= Task description =
Leaving out every picture, copy the lines of the material below exactly, from the line containing "middle dip: (106, 233)" through the line containing "thumb tip: (218, 163)".

● ● ● ● ●

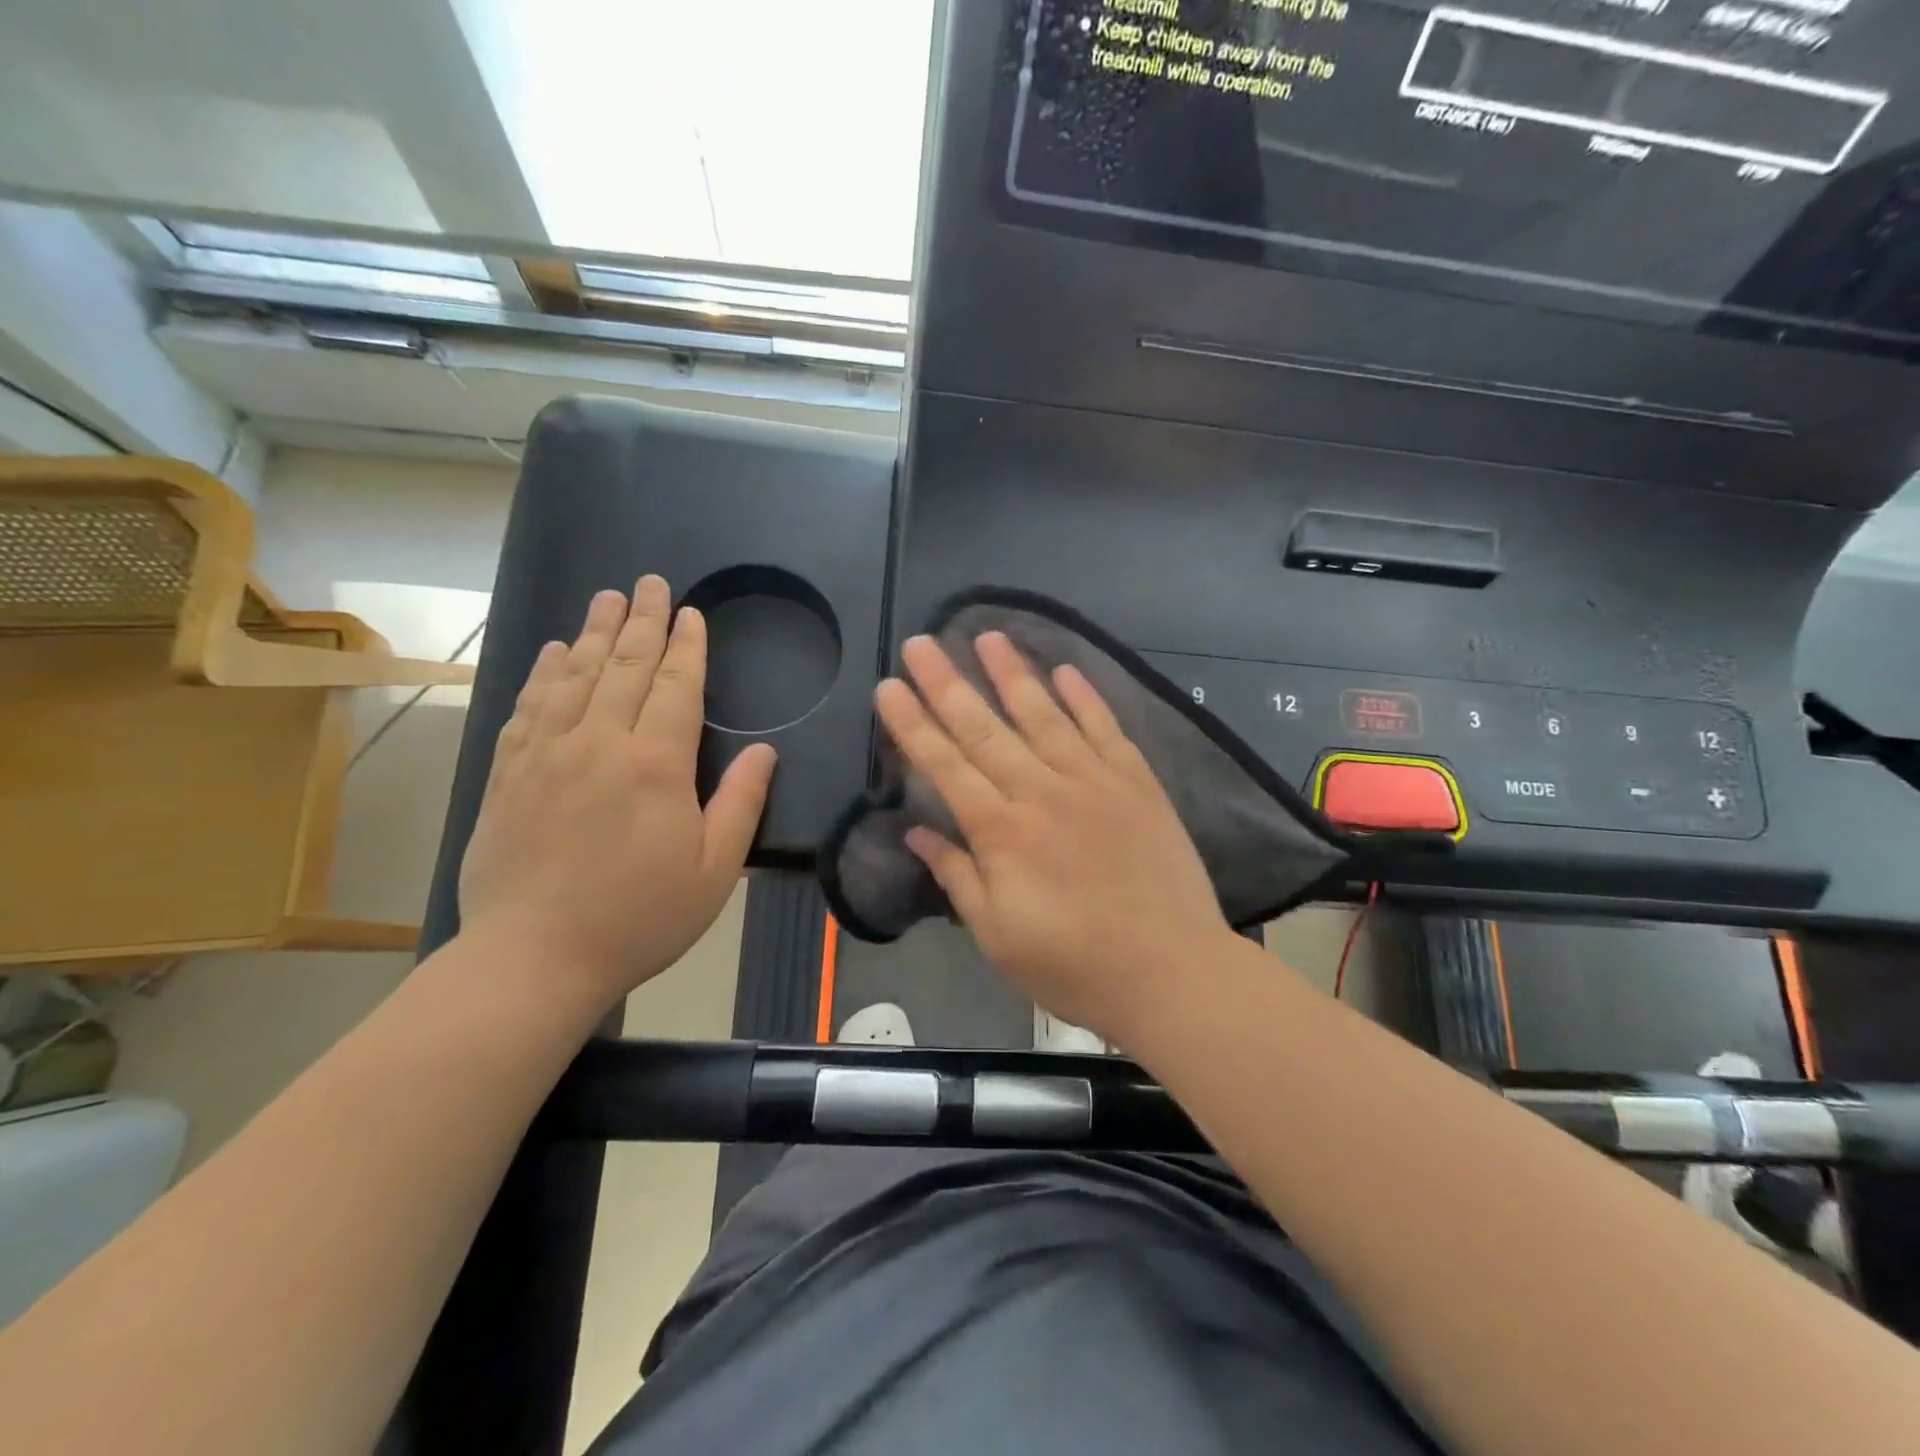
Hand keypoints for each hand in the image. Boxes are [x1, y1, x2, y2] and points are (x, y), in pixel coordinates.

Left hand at [459, 577, 776, 1013]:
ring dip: (594, 632)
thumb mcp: (714, 870)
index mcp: (656, 765)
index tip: (691, 613)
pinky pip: (528, 707)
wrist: (535, 959)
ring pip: (574, 676)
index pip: (675, 686)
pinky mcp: (509, 774)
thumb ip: (741, 803)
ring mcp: (547, 755)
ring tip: (607, 597)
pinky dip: (544, 673)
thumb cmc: (640, 917)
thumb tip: (766, 752)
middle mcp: (599, 744)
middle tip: (650, 583)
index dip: (686, 646)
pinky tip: (554, 651)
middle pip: (624, 667)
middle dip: (642, 621)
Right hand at [874, 632, 1232, 1043]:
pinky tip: (1065, 669)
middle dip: (948, 683)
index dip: (913, 725)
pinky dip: (1085, 697)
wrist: (1171, 973)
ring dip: (1012, 673)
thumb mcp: (997, 936)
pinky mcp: (1137, 783)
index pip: (946, 766)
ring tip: (986, 634)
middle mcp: (1042, 792)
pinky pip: (1106, 729)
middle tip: (921, 642)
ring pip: (1044, 715)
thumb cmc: (1074, 965)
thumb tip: (917, 834)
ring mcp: (1094, 781)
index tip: (889, 687)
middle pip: (985, 729)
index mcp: (1002, 832)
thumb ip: (957, 877)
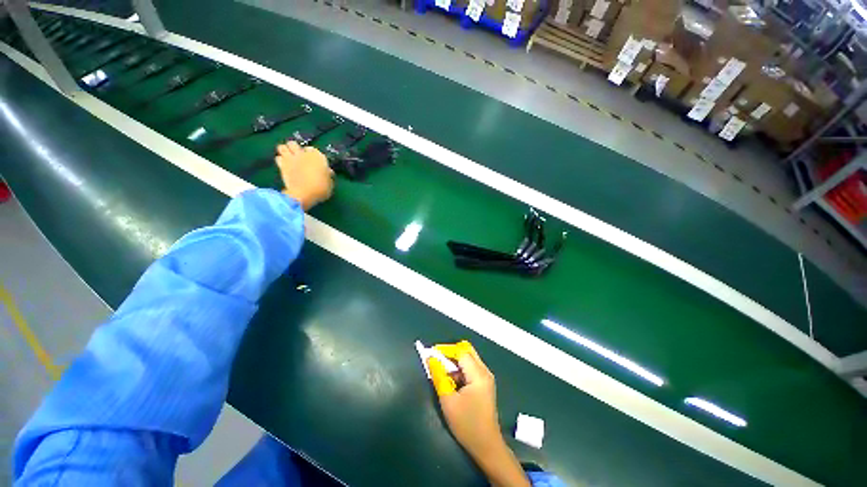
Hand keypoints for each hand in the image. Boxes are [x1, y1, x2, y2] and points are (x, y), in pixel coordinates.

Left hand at [275, 141, 333, 209]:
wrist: (304, 194)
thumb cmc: (321, 189)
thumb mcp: (329, 183)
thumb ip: (327, 174)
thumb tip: (328, 171)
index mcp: (318, 156)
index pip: (312, 149)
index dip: (312, 154)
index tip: (313, 161)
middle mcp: (303, 154)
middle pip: (294, 144)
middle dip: (294, 148)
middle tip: (297, 156)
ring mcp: (291, 158)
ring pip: (282, 147)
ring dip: (285, 151)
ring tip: (288, 158)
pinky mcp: (282, 165)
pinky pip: (278, 158)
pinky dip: (280, 160)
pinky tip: (284, 165)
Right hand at [428, 342, 529, 486]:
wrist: (487, 447)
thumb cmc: (467, 424)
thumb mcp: (448, 400)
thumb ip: (438, 376)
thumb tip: (430, 358)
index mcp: (478, 374)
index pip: (461, 352)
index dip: (446, 350)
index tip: (431, 353)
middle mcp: (485, 371)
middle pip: (467, 351)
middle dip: (450, 353)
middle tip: (436, 360)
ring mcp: (486, 378)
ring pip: (469, 359)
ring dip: (455, 362)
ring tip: (442, 373)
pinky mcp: (485, 384)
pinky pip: (471, 368)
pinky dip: (460, 370)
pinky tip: (452, 381)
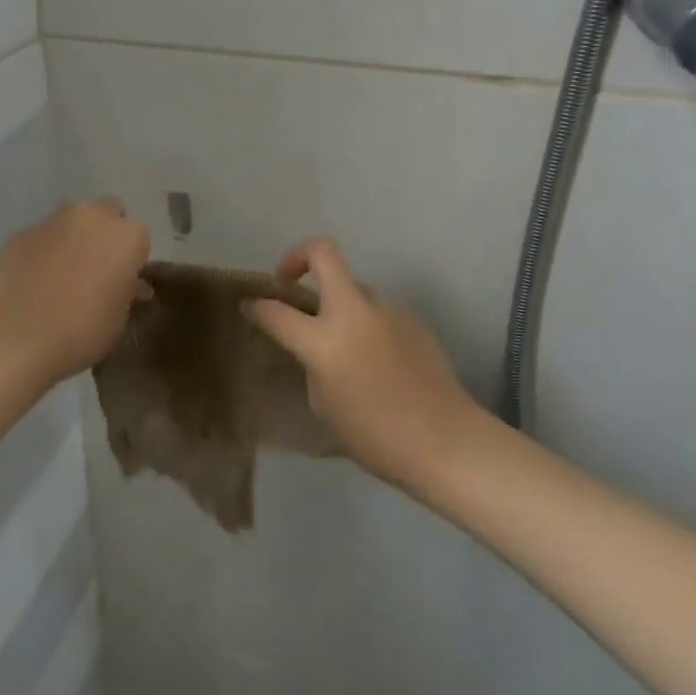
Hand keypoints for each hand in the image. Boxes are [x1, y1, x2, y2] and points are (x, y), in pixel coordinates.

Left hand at [0, 199, 150, 389]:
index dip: (131, 258)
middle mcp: (92, 216)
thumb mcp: (119, 319)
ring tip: (63, 272)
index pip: (139, 237)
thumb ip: (128, 292)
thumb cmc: (82, 331)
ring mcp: (53, 220)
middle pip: (107, 213)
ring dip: (74, 236)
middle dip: (106, 233)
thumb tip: (132, 285)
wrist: (16, 339)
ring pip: (73, 219)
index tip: (122, 280)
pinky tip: (34, 279)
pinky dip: (44, 249)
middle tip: (97, 268)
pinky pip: (42, 236)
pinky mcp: (22, 232)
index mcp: (126, 235)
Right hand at [247, 238, 474, 489]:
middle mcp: (354, 312)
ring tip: (342, 342)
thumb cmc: (375, 436)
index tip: (250, 306)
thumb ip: (312, 363)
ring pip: (352, 287)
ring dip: (337, 303)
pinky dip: (365, 324)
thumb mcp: (323, 404)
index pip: (276, 312)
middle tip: (288, 281)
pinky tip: (375, 359)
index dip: (257, 306)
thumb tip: (314, 345)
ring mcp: (386, 309)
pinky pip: (376, 311)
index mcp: (324, 341)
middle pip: (323, 253)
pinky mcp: (411, 317)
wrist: (444, 441)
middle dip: (297, 257)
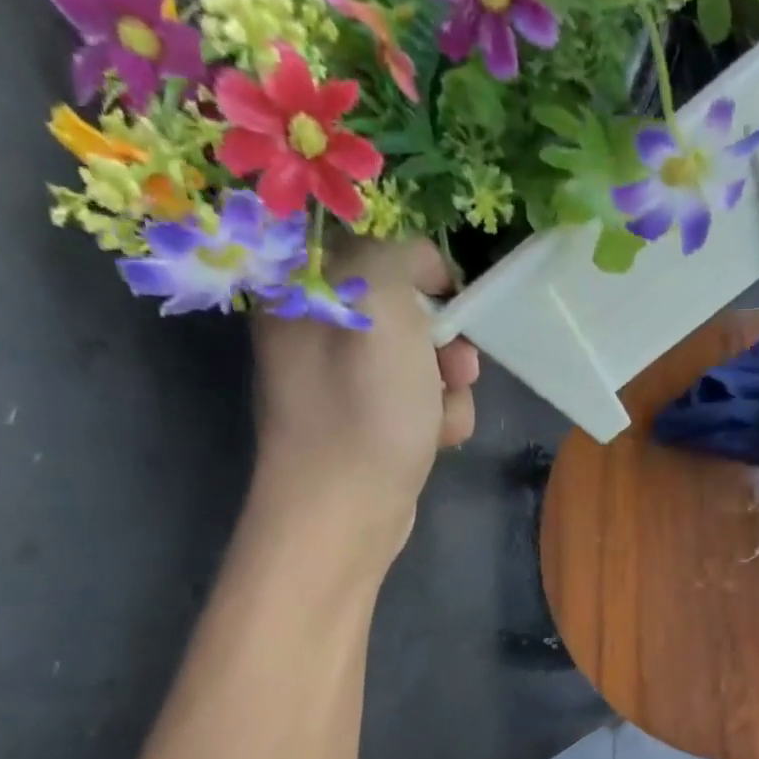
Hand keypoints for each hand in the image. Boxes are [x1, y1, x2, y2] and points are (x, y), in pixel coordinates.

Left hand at [248, 239, 479, 572]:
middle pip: (408, 309)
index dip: (423, 273)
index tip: (449, 304)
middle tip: (454, 368)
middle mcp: (319, 329)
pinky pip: (421, 399)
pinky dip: (440, 417)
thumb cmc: (362, 409)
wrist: (347, 510)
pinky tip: (436, 439)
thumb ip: (398, 257)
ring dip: (449, 386)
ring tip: (440, 417)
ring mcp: (344, 381)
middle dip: (444, 340)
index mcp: (303, 289)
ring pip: (424, 359)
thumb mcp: (380, 305)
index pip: (376, 248)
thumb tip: (422, 268)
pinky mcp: (370, 422)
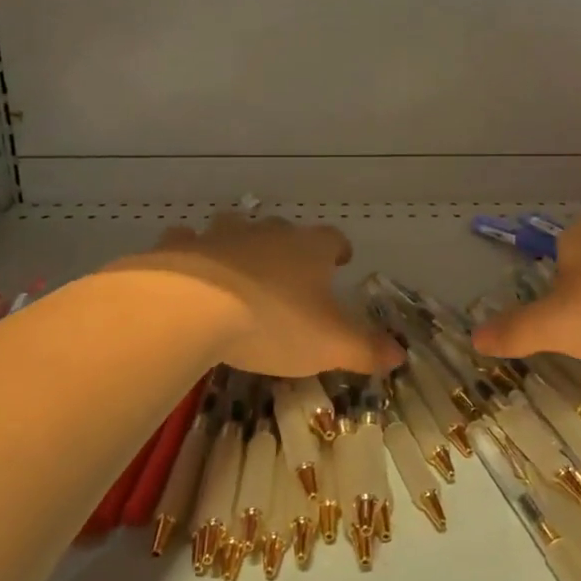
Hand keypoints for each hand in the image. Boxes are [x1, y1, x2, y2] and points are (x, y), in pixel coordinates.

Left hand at [113, 213, 402, 377]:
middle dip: (289, 246)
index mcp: (308, 250)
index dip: (339, 250)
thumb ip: (366, 349)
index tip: (341, 260)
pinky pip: (187, 240)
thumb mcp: (330, 344)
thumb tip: (400, 354)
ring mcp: (221, 236)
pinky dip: (190, 251)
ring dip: (239, 241)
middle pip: (284, 230)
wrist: (193, 308)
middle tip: (290, 270)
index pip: (333, 239)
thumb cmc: (273, 322)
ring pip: (235, 227)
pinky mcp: (180, 248)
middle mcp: (268, 234)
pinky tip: (187, 267)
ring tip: (239, 264)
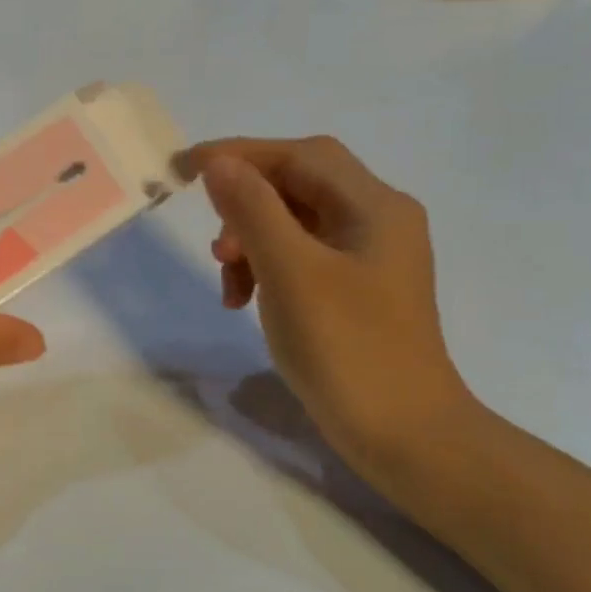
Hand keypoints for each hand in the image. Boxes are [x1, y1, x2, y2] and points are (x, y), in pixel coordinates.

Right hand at [175, 137, 477, 479]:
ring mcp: (368, 256)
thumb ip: (253, 211)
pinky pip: (300, 256)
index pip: (300, 156)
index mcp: (374, 207)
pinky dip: (266, 267)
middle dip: (246, 205)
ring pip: (294, 222)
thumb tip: (218, 163)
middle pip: (298, 185)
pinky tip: (245, 299)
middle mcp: (377, 220)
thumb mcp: (291, 272)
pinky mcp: (355, 289)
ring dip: (251, 241)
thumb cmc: (348, 349)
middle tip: (215, 243)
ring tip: (228, 282)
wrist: (406, 437)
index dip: (241, 154)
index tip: (185, 169)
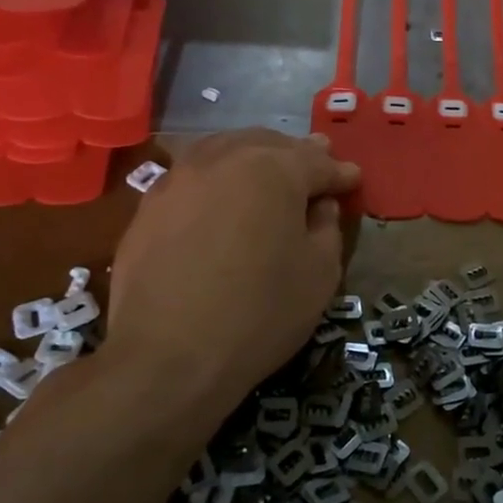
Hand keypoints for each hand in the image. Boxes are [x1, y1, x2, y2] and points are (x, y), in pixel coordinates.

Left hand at [104, 130, 359, 407]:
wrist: (168, 357)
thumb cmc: (260, 313)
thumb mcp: (320, 273)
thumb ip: (327, 226)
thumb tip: (320, 205)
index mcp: (274, 169)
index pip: (317, 162)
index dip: (340, 173)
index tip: (353, 180)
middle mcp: (224, 159)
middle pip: (269, 145)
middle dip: (297, 156)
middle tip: (317, 167)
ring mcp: (179, 178)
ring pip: (225, 151)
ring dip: (253, 158)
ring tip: (267, 175)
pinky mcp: (149, 205)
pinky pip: (193, 177)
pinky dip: (217, 179)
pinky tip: (222, 200)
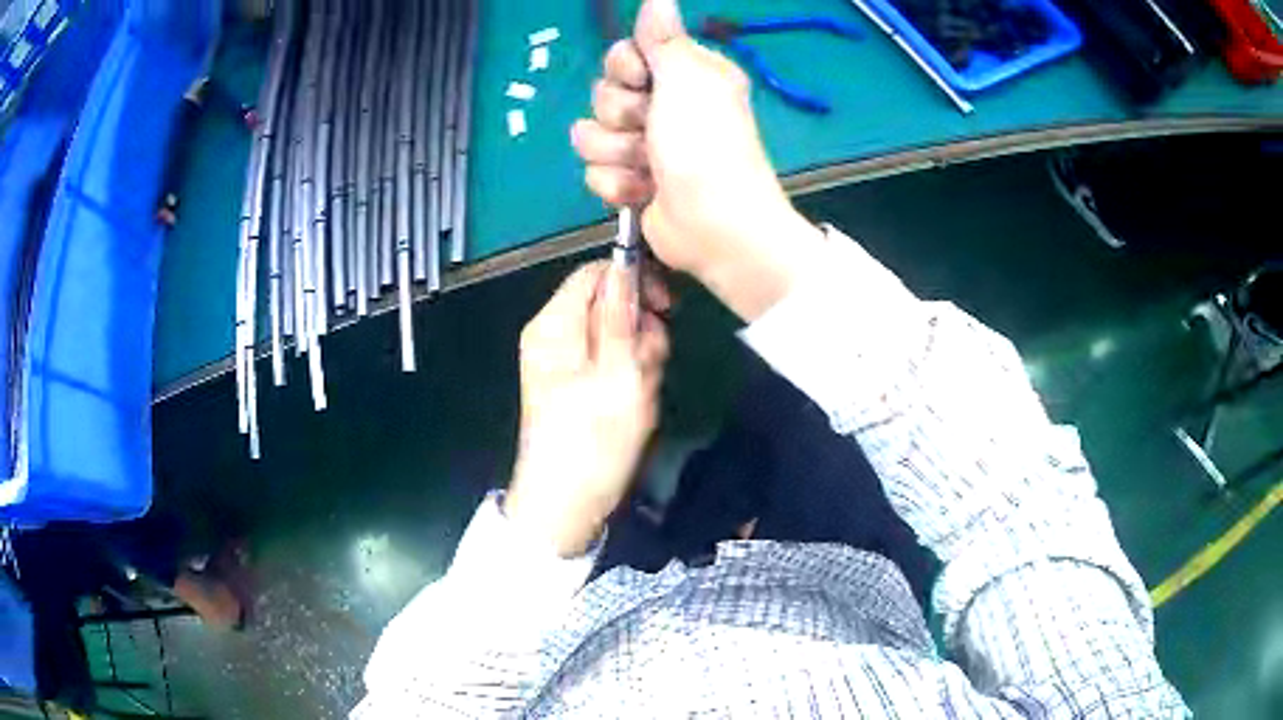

● ● ● ● ●

= Answer for this exercise =
middle dip: (106, 233)
thumb tip: (132, 285)
wrist: (16, 339)
ring pip: (73, 219)
index tip: (122, 280)
pinky tip: (34, 279)
pinky dip: (44, 249)
middle tip: (97, 268)
pinky pip: (42, 236)
pinky mcp: (22, 232)
index mcp: (126, 235)
Right hand at [247, 238, 474, 489]:
middle mcp: (354, 312)
ring tip: (342, 342)
thumb cmc: (375, 436)
index tip: (250, 306)
thumb ip: (312, 363)
ring pip: (352, 287)
ring dip: (337, 303)
pinky dip: (365, 324)
thumb mcp: (323, 404)
index pip: (276, 312)
middle tip: (288, 281)
pinky tip: (375, 359)
index dip: (257, 306)
thumb tip: (314, 345)
ring mcp: (386, 309)
pinky pip: (376, 311)
index mcp: (324, 341)
middle pip: (323, 253)
pinky mcp: (411, 317)
wrist: (444, 441)
middle dip: (297, 257)
Hand keypoints for each hand in the image. Boxes are [x1, y1, x2, y2] and points are (x, y), in pixel coordinates.

Left hand at [248, 239, 479, 572]:
middle pip: (408, 309)
index dip: (423, 273)
index tip: (449, 304)
middle tip: (454, 368)
middle mcp: (319, 329)
pinky pip: (421, 399)
pinky dip: (440, 417)
thumb cmc: (362, 409)
wrist: (347, 510)
pinky tip: (436, 439)
thumb ip: (398, 257)
ring dip: (449, 386)
ring tip: (440, 417)
ring mcp: (344, 381)
middle dip: (444, 340)
index mcp: (303, 289)
ring pip: (424, 359)
thumb mcp: (380, 305)
index pip: (376, 248)
thumb tip: (422, 268)
pinky mcp: (370, 422)
Hand keypoints for each hand in the image. Boxes are [x1, y1, x2, y2] and points are (x, y), in pixel coordinates.

Left hand at [113, 213, 402, 377]:
middle dip: (289, 246)
index mcp: (308, 250)
index dip: (339, 250)
thumb ip: (366, 349)
index tip: (341, 260)
pinky pip: (187, 240)
thumb mcp: (330, 344)
thumb tip: (400, 354)
ring mcp: (221, 236)
pinky dip: (190, 251)
ring dip: (239, 241)
middle pip: (284, 230)
wrist: (193, 308)
middle tip: (290, 270)
index pip: (333, 239)
thumb cmc: (273, 322)
ring pip: (235, 227)
pinky mcp: (180, 248)
middle mcp: (268, 234)
pinky tip: (187, 267)
ring tip: (239, 264)
Hand keypoints for each hand in the image. Boxes are [x1, y1, x2, y2] and points are (x, y), in pixel coordinates.

Right hand at [175, 137, 477, 479]:
ring mcp: (368, 256)
thumb ip: (253, 211)
pinky pip: (300, 256)
index pip: (300, 156)
index mcp: (374, 207)
pinky dip: (266, 267)
middle dip: (246, 205)
ring pip: (294, 222)
thumb tip: (218, 163)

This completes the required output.